Stored items
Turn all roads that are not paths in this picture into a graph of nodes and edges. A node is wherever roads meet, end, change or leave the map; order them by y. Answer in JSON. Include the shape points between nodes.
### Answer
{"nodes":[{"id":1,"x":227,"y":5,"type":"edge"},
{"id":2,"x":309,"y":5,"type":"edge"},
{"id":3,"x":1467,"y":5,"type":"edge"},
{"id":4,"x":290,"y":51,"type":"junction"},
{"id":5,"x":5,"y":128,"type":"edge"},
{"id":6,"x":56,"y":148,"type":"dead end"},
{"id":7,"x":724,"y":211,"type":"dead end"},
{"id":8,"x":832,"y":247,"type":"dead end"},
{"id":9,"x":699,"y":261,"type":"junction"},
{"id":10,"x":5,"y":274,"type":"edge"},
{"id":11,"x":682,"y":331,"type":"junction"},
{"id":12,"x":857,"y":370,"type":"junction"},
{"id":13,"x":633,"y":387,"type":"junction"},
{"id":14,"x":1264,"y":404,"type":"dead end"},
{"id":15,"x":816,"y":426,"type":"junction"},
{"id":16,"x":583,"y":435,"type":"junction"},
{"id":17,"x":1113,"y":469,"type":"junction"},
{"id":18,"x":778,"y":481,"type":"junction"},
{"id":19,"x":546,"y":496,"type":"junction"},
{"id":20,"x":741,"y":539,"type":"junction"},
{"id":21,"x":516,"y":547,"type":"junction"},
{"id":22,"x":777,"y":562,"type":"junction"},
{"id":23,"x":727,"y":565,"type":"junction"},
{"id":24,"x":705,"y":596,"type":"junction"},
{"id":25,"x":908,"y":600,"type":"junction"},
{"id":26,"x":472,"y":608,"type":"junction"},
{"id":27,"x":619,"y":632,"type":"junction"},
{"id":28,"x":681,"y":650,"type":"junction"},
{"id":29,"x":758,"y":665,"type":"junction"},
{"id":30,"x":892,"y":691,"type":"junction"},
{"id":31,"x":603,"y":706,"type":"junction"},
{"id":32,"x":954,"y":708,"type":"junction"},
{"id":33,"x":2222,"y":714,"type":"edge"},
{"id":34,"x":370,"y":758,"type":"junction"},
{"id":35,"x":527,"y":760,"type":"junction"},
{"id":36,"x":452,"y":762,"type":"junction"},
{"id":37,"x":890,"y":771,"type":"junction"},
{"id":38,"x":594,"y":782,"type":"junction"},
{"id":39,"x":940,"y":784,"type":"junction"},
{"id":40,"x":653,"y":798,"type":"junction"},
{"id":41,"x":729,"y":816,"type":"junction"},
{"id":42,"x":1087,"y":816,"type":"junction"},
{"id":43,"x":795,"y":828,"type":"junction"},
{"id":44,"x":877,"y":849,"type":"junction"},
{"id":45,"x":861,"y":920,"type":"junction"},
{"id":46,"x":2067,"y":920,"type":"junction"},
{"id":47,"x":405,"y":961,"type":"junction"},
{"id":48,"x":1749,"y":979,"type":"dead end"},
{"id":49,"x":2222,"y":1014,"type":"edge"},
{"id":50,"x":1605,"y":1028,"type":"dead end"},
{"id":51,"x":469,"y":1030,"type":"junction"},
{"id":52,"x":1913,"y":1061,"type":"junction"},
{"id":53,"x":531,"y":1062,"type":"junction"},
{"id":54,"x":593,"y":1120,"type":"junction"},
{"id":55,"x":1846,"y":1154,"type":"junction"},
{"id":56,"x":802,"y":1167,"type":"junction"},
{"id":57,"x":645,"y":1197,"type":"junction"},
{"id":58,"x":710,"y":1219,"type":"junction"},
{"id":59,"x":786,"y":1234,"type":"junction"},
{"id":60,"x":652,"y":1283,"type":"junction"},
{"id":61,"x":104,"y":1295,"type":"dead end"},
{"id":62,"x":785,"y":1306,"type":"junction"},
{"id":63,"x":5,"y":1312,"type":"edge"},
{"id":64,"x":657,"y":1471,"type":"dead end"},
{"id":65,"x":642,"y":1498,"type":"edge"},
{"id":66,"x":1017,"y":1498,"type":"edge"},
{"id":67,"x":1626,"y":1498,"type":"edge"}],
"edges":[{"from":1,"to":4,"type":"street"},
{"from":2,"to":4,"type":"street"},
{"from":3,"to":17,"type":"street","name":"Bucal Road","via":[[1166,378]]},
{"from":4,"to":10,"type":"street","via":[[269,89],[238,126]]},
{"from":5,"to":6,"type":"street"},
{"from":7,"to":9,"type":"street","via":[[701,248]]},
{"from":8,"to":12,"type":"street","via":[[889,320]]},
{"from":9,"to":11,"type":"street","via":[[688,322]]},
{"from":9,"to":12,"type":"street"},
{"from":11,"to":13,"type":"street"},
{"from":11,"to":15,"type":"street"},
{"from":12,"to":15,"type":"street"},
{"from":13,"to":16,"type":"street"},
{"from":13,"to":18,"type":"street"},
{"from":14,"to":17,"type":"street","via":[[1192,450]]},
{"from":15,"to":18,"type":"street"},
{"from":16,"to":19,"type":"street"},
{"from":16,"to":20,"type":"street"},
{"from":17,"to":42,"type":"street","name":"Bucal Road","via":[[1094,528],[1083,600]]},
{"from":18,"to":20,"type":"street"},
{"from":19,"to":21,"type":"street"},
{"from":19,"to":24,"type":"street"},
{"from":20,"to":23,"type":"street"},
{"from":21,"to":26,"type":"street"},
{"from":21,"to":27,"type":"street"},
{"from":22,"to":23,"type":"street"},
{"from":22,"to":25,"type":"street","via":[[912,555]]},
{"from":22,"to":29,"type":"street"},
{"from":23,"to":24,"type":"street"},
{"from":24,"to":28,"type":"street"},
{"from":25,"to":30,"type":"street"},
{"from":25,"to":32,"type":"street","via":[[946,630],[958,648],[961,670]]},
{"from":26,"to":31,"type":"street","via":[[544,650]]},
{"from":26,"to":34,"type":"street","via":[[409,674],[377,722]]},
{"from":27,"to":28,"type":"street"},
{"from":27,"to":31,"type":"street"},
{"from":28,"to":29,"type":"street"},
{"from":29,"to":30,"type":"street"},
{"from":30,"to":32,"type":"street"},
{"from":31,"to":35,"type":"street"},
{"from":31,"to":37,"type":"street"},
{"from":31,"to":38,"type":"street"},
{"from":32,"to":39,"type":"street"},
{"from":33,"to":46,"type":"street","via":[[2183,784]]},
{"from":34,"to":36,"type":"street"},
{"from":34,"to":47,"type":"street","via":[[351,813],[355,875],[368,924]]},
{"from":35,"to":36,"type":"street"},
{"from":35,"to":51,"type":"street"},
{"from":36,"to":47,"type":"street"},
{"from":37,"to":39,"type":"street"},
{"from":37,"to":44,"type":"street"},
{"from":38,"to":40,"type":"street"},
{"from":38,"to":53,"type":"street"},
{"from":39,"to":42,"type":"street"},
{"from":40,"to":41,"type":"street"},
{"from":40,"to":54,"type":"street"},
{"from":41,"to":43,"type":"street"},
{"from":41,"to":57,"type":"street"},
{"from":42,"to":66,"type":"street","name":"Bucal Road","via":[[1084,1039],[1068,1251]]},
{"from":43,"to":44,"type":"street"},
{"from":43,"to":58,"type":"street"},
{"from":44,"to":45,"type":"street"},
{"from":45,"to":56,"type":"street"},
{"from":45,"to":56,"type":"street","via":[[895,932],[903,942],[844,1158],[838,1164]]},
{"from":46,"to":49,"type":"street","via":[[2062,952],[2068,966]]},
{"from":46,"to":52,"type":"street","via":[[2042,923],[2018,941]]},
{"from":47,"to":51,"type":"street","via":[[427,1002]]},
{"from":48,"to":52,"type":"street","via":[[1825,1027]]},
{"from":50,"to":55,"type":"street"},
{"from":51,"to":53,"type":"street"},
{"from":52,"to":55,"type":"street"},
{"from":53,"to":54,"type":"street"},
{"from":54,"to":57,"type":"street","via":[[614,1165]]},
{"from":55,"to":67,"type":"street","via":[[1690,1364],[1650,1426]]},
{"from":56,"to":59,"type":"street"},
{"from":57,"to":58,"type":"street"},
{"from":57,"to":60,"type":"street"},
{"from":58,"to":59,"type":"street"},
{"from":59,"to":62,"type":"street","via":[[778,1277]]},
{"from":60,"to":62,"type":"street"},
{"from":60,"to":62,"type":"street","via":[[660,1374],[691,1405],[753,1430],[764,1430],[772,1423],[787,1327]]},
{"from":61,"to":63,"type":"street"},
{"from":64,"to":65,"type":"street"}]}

§ **WHAT TO PRODUCE**
Filter the records above and copy every line that contains the word "Answer".

§ **REPLY TO THE TASK**
Turn all roads that are not paths in this picture into a graph of nodes and edges. A node is wherever roads meet, end, change or leave the map; order them by y. Answer in JSON. Include the shape points between nodes.
### Answer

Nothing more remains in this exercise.